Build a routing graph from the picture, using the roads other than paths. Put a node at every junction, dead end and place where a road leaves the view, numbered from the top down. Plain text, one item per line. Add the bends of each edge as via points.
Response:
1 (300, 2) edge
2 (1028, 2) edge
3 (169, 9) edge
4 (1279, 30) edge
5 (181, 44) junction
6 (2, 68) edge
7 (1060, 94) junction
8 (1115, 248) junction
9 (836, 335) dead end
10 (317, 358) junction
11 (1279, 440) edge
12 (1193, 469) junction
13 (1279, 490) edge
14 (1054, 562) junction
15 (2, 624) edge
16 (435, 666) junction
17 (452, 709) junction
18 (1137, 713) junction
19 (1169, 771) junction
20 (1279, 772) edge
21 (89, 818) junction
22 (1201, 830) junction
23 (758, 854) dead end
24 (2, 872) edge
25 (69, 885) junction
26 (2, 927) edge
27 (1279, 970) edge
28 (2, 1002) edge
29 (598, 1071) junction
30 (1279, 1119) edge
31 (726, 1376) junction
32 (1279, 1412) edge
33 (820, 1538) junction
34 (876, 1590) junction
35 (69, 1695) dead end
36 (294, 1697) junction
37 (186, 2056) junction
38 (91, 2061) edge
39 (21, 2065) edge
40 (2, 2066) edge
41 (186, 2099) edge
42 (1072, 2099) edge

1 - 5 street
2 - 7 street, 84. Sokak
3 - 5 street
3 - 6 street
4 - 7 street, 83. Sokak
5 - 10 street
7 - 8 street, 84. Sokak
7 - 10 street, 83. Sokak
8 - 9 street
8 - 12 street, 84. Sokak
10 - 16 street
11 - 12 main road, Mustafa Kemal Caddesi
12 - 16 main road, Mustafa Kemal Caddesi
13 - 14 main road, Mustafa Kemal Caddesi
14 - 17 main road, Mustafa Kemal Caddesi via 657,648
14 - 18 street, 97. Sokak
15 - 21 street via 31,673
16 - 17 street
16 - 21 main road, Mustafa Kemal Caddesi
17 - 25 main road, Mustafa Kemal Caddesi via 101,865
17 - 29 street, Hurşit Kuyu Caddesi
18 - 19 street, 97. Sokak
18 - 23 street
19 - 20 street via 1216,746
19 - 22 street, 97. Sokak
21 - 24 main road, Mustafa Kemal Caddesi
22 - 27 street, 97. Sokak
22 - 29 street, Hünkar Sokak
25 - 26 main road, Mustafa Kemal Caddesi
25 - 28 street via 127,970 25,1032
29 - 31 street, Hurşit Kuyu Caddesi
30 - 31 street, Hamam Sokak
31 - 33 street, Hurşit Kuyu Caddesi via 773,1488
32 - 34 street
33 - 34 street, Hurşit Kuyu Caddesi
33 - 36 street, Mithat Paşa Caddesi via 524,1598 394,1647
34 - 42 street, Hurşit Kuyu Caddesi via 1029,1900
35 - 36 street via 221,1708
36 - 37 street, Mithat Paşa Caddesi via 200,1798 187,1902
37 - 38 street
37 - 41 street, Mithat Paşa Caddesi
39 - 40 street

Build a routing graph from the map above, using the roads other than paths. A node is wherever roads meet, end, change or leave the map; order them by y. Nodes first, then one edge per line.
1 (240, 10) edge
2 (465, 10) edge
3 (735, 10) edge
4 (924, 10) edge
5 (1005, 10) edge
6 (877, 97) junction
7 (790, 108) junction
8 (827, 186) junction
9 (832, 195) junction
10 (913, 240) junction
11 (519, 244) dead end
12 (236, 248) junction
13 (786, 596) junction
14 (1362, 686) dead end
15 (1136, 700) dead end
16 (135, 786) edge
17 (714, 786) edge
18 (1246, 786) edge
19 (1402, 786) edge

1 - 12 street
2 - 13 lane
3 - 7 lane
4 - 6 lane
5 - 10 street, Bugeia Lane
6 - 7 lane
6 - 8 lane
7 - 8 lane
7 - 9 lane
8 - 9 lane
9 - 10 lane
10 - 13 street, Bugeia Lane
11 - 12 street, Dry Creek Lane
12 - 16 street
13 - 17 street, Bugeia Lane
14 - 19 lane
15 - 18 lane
☆ ☆ ☆
● What is required:
Transcribe every record above so that nothing differs from the original.

● Response to the task:
Build a routing graph from the picture, using the roads other than paths. Put a node at every junction, dead end and place where a road leaves the view, numbered from the top down. Plain text, one item per line. Add the bends of each edge as via points.
Response:
1 (300, 2) edge
2 (1028, 2) edge
3 (169, 9) edge
4 (1279, 30) edge
5 (181, 44) junction
6 (2, 68) edge
7 (1060, 94) junction
8 (1115, 248) junction
9 (836, 335) dead end
10 (317, 358) junction
11 (1279, 440) edge
12 (1193, 469) junction
13 (1279, 490) edge
14 (1054, 562) junction
15 (2, 624) edge
16 (435, 666) junction
17 (452, 709) junction
18 (1137, 713) junction
19 (1169, 771) junction
20 (1279, 772) edge
21 (89, 818) junction
22 (1201, 830) junction
23 (758, 854) dead end
24 (2, 872) edge
25 (69, 885) junction
26 (2, 927) edge
27 (1279, 970) edge
28 (2, 1002) edge
29 (598, 1071) junction
30 (1279, 1119) edge
31 (726, 1376) junction
32 (1279, 1412) edge
33 (820, 1538) junction
34 (876, 1590) junction
35 (69, 1695) dead end
36 (294, 1697) junction
37 (186, 2056) junction
38 (91, 2061) edge
39 (21, 2065) edge
40 (2, 2066) edge
41 (186, 2099) edge
42 (1072, 2099) edge

1 - 5 street
2 - 7 street, 84. Sokak
3 - 5 street
3 - 6 street
4 - 7 street, 83. Sokak
5 - 10 street
7 - 8 street, 84. Sokak
7 - 10 street, 83. Sokak
8 - 9 street
8 - 12 street, 84. Sokak
10 - 16 street
11 - 12 main road, Mustafa Kemal Caddesi
12 - 16 main road, Mustafa Kemal Caddesi
13 - 14 main road, Mustafa Kemal Caddesi
14 - 17 main road, Mustafa Kemal Caddesi via 657,648
14 - 18 street, 97. Sokak
15 - 21 street via 31,673
16 - 17 street
16 - 21 main road, Mustafa Kemal Caddesi
17 - 25 main road, Mustafa Kemal Caddesi via 101,865
17 - 29 street, Hurşit Kuyu Caddesi
18 - 19 street, 97. Sokak
18 - 23 street
19 - 20 street via 1216,746
19 - 22 street, 97. Sokak
21 - 24 main road, Mustafa Kemal Caddesi
22 - 27 street, 97. Sokak
22 - 29 street, Hünkar Sokak
25 - 26 main road, Mustafa Kemal Caddesi
25 - 28 street via 127,970 25,1032
29 - 31 street, Hurşit Kuyu Caddesi
30 - 31 street, Hamam Sokak
31 - 33 street, Hurşit Kuyu Caddesi via 773,1488
32 - 34 street
33 - 34 street, Hurşit Kuyu Caddesi
33 - 36 street, Mithat Paşa Caddesi via 524,1598 394,1647
34 - 42 street, Hurşit Kuyu Caddesi via 1029,1900
35 - 36 street via 221,1708
36 - 37 street, Mithat Paşa Caddesi via 200,1798 187,1902
37 - 38 street
37 - 41 street, Mithat Paşa Caddesi
39 - 40 street

Build a routing graph from the map above, using the roads other than paths. A node is wherever roads meet, end, change or leave the map; order them by y. Nodes first, then one edge per line.
1 (240, 10) edge
2 (465, 10) edge
3 (735, 10) edge
4 (924, 10) edge
5 (1005, 10) edge
6 (877, 97) junction
7 (790, 108) junction
8 (827, 186) junction
9 (832, 195) junction
10 (913, 240) junction
11 (519, 244) dead end
12 (236, 248) junction
13 (786, 596) junction
14 (1362, 686) dead end
15 (1136, 700) dead end
16 (135, 786) edge
17 (714, 786) edge
18 (1246, 786) edge
19 (1402, 786) edge

1 - 12 street
2 - 13 lane
3 - 7 lane
4 - 6 lane
5 - 10 street, Bugeia Lane
6 - 7 lane
6 - 8 lane
7 - 8 lane
7 - 9 lane
8 - 9 lane
9 - 10 lane
10 - 13 street, Bugeia Lane
11 - 12 street, Dry Creek Lane
12 - 16 street
13 - 17 street, Bugeia Lane
14 - 19 lane
15 - 18 lane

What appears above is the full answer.